#### Exercise inputs

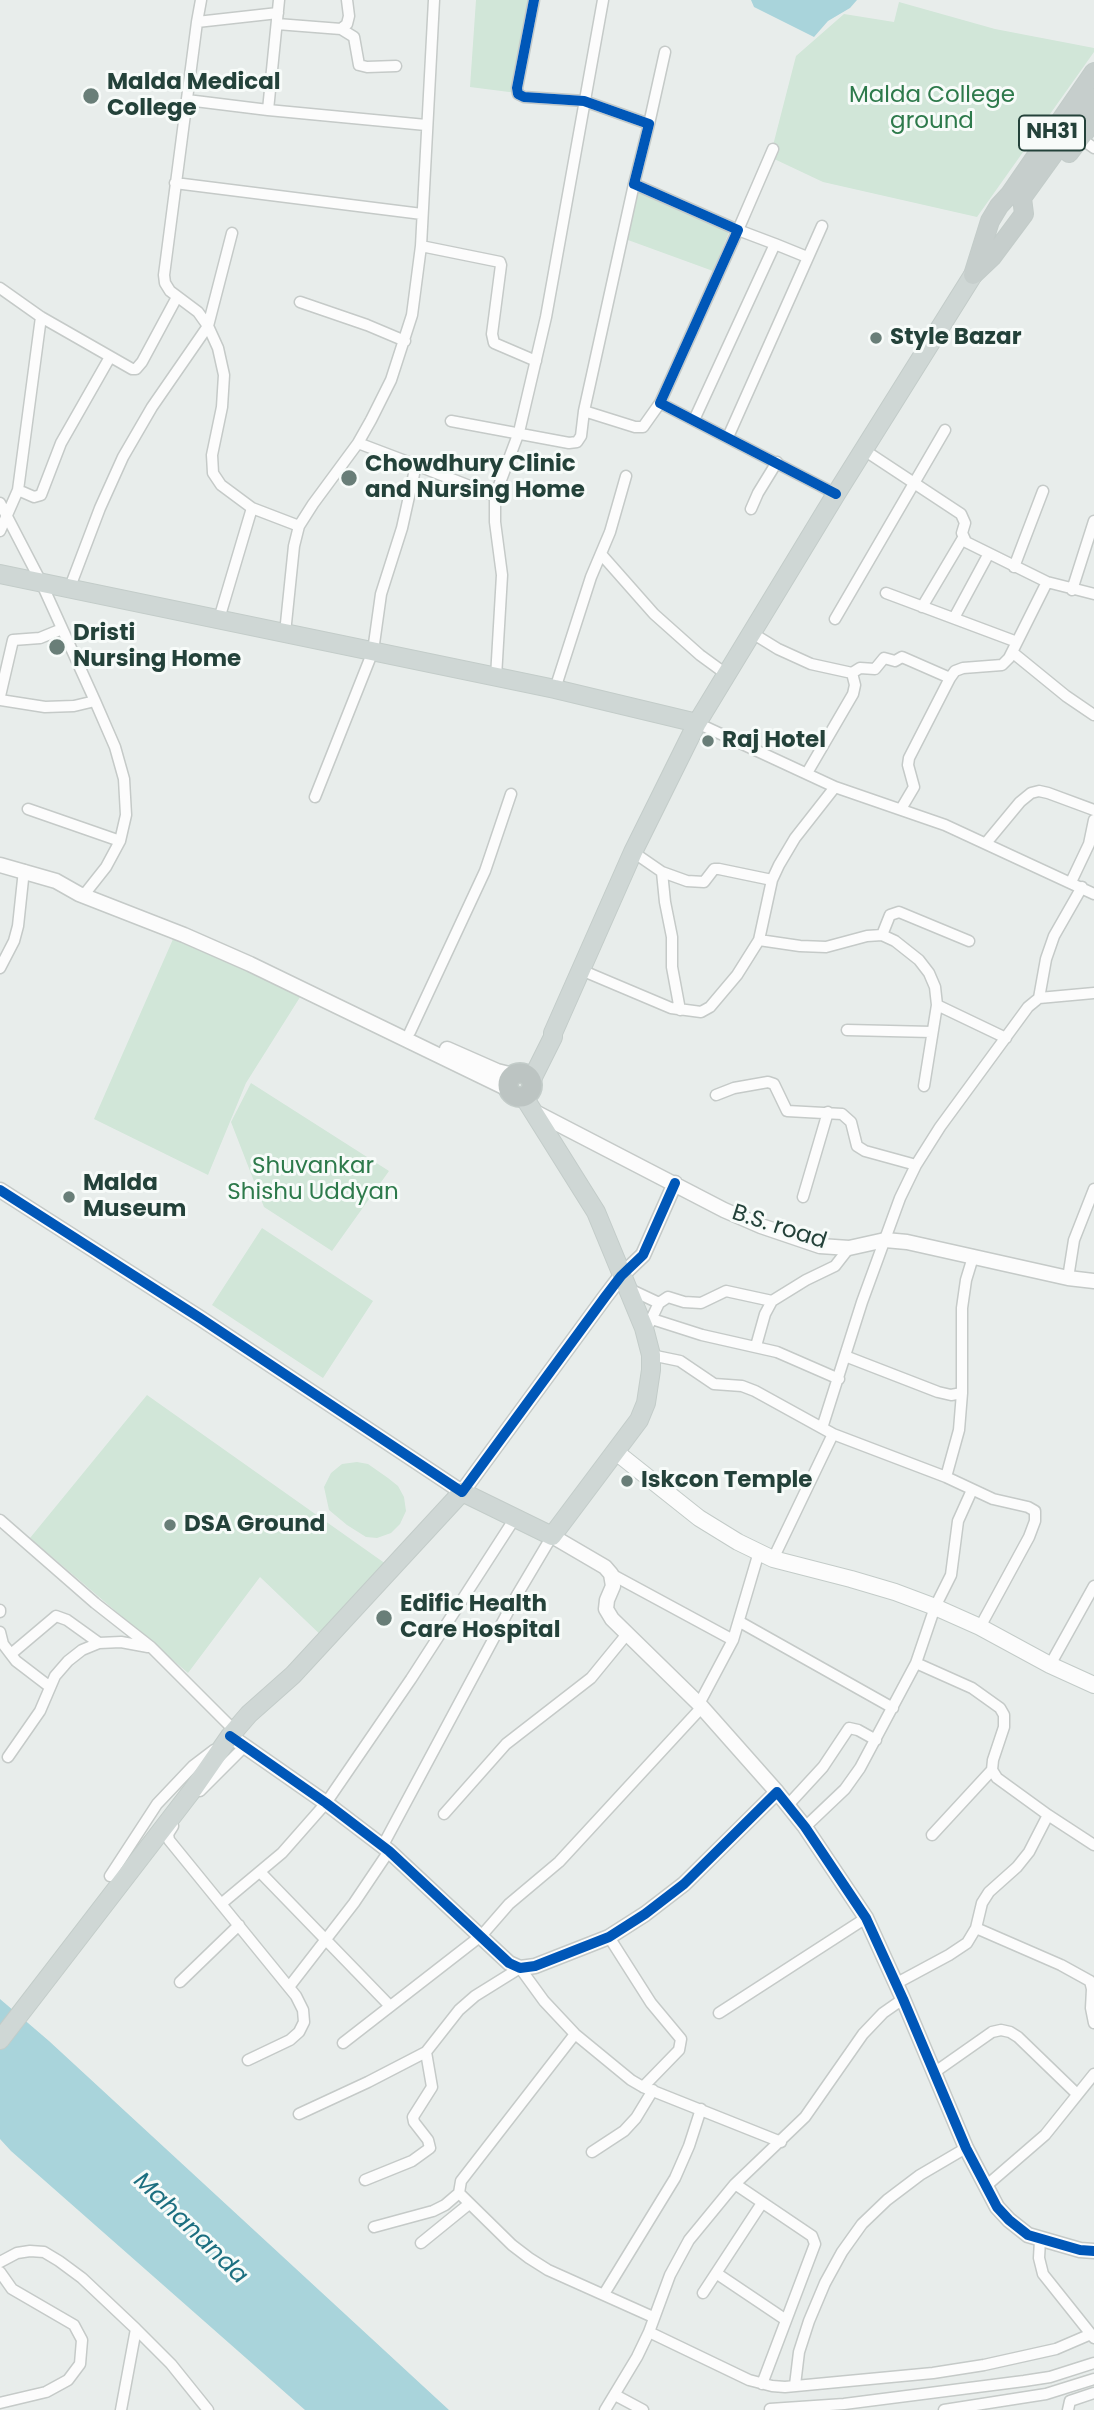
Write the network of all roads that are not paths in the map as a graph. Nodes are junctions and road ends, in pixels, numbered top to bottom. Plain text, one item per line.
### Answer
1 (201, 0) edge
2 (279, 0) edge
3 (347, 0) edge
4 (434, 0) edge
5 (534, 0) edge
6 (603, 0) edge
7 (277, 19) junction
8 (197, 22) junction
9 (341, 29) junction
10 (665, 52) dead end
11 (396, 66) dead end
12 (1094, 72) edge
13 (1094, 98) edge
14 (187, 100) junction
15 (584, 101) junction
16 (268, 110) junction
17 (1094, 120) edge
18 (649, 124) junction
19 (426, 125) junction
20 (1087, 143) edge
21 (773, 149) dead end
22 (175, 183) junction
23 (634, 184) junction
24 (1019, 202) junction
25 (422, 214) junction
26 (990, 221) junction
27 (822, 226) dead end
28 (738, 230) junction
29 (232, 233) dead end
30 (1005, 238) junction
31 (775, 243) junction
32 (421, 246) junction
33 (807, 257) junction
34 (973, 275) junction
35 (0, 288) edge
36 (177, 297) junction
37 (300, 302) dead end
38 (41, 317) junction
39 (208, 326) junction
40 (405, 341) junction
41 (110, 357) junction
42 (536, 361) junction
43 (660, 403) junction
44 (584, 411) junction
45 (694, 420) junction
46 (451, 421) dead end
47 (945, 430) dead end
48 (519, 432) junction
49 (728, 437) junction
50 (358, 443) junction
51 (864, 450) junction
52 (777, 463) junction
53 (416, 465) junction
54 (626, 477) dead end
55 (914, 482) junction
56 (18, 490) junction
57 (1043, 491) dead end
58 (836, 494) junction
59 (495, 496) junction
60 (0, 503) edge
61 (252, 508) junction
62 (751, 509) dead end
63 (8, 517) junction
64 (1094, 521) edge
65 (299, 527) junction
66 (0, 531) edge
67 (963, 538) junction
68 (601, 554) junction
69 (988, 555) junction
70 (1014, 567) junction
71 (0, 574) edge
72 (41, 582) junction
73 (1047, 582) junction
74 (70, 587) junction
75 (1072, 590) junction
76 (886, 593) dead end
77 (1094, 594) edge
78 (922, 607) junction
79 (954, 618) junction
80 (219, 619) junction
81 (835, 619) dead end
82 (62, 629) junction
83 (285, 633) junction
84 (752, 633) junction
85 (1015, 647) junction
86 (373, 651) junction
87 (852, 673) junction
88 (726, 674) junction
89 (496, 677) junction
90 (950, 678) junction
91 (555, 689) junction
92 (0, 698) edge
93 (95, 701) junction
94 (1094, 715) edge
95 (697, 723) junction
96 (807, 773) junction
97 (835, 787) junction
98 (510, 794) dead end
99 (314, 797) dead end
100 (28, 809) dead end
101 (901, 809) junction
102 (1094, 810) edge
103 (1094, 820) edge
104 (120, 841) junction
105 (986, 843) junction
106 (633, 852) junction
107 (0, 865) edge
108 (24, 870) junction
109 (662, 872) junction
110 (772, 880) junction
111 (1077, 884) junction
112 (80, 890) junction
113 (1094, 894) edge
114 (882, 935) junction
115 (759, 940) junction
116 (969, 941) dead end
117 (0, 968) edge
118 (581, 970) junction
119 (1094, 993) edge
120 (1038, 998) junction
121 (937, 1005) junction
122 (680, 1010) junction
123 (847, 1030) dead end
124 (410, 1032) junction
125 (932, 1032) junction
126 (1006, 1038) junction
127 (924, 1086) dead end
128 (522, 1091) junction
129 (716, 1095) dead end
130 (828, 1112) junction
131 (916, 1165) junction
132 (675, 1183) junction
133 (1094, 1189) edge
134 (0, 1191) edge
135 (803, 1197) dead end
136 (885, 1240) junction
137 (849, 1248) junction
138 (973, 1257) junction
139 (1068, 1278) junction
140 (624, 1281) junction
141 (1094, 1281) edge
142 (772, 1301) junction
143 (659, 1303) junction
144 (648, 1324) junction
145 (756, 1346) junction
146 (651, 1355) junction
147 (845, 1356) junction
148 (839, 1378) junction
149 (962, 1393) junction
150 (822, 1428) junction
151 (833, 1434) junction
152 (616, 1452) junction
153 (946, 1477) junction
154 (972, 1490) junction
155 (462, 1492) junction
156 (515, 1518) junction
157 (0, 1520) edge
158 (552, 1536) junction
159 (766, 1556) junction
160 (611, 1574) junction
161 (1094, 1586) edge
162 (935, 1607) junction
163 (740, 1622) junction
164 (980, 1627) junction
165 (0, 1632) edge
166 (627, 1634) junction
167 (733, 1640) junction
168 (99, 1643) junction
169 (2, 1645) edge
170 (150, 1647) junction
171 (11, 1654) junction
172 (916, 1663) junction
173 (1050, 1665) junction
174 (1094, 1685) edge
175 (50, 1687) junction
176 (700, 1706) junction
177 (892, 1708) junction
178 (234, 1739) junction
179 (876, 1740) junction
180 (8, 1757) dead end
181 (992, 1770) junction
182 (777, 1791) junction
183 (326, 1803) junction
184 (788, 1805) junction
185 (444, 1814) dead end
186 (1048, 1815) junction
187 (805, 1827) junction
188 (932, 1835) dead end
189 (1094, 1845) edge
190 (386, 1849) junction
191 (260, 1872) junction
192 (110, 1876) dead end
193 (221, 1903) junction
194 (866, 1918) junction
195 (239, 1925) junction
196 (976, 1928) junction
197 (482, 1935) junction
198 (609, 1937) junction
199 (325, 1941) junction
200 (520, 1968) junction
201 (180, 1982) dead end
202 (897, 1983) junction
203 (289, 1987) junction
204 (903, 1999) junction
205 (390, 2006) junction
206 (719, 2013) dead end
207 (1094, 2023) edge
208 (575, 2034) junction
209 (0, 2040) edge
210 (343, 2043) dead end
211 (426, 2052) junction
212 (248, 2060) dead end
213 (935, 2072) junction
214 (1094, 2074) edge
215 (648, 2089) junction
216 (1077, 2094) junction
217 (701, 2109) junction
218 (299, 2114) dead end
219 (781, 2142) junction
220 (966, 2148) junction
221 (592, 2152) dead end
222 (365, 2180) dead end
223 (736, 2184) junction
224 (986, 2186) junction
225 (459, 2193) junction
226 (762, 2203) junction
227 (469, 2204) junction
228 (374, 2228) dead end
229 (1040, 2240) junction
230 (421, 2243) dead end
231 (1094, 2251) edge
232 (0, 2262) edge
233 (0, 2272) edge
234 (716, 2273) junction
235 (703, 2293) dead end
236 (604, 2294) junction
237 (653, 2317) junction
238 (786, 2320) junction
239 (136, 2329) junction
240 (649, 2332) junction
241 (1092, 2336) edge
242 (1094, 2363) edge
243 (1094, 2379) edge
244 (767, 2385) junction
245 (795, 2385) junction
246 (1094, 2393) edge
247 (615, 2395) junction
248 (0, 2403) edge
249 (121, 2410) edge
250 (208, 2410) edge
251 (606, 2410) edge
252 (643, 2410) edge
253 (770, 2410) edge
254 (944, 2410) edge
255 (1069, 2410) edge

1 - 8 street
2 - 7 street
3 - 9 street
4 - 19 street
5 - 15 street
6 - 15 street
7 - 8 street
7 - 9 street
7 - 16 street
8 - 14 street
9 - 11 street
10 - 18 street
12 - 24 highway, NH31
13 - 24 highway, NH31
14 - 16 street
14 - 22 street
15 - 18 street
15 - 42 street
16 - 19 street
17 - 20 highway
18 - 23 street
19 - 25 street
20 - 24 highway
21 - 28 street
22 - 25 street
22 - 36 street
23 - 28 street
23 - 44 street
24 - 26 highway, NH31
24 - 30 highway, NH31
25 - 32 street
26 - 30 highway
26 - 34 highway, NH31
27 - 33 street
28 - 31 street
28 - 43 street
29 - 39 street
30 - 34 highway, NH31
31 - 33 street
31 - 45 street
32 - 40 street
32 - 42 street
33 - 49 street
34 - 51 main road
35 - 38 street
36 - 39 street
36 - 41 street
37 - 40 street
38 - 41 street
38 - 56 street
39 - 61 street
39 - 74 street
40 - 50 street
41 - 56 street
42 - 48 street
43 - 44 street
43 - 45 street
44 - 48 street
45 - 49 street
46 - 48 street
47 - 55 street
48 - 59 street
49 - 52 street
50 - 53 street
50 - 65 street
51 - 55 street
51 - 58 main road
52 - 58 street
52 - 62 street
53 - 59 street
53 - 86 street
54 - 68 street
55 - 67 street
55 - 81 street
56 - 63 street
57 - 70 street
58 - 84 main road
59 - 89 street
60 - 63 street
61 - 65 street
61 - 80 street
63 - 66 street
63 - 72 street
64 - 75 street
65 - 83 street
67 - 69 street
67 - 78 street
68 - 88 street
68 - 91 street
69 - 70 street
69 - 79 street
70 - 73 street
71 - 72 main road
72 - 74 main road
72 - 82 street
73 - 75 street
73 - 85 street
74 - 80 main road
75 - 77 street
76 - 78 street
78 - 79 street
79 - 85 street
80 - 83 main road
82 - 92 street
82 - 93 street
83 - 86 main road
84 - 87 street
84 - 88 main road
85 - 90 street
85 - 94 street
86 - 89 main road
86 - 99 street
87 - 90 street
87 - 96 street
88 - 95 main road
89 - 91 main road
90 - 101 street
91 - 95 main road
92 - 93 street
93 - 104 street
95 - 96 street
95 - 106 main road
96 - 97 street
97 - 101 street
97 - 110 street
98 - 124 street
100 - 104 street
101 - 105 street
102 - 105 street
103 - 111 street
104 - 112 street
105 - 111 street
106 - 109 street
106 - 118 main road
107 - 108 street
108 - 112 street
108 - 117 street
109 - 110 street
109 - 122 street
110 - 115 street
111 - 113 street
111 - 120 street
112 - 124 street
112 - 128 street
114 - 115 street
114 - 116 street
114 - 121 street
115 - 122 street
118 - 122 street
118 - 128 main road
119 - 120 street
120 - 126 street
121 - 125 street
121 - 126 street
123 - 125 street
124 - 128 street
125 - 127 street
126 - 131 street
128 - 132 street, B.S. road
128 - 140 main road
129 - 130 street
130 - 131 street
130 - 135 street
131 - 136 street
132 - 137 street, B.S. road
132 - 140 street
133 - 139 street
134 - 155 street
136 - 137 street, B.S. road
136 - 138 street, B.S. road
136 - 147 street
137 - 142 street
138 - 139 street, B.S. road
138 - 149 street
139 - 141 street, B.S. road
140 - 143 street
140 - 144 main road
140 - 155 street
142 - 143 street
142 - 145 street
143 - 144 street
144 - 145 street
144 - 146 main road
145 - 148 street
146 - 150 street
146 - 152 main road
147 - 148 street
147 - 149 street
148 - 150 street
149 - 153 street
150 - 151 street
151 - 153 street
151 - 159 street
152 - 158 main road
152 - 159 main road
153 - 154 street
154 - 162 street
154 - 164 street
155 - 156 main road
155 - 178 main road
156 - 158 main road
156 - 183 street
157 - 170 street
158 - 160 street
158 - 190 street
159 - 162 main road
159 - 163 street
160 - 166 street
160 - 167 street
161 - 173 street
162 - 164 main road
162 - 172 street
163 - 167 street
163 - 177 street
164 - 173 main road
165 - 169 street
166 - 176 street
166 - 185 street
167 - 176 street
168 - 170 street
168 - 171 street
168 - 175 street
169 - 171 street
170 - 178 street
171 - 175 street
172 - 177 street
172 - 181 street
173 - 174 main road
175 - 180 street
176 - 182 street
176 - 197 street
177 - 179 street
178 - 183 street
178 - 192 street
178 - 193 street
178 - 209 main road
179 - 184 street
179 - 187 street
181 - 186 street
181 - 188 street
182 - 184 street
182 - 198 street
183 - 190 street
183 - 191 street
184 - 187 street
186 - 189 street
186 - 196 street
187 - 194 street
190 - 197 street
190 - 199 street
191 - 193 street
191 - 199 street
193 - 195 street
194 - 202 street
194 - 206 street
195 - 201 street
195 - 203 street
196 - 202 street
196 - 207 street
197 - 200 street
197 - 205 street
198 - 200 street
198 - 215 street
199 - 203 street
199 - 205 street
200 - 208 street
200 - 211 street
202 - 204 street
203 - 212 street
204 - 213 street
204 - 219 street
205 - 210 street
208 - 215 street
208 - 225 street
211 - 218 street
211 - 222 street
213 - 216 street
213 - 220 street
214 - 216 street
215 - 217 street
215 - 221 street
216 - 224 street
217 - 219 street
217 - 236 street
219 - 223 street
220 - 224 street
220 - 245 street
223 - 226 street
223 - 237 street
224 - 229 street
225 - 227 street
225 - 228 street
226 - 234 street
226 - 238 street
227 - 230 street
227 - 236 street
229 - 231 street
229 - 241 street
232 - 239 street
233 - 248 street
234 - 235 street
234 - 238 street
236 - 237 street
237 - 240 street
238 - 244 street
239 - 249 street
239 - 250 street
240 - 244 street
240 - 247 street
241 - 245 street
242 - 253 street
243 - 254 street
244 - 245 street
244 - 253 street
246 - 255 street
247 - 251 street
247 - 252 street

########
#### Exercise inputs

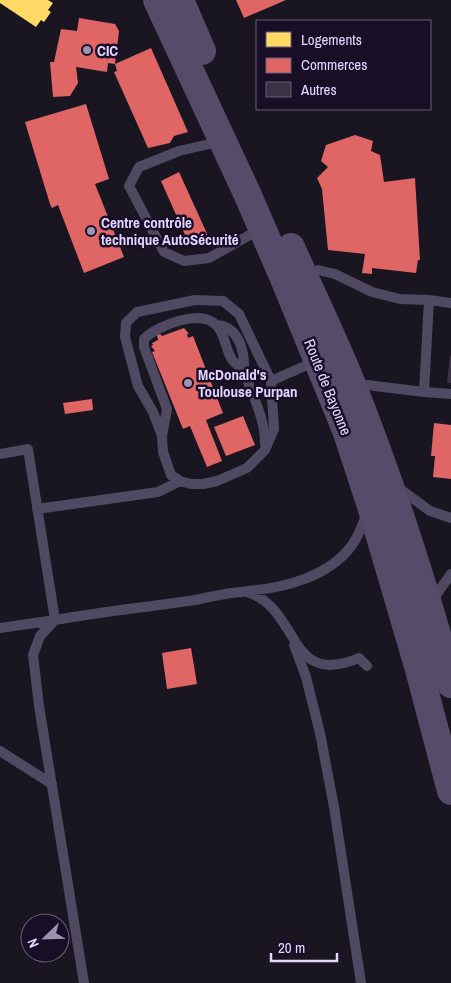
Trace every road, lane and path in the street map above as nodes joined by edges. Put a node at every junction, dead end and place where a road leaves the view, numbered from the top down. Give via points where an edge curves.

########

**What the task asks**:
Counting only lines that contain "numbered", say how many there are in the material above, and add nothing.

**Expected output**:
2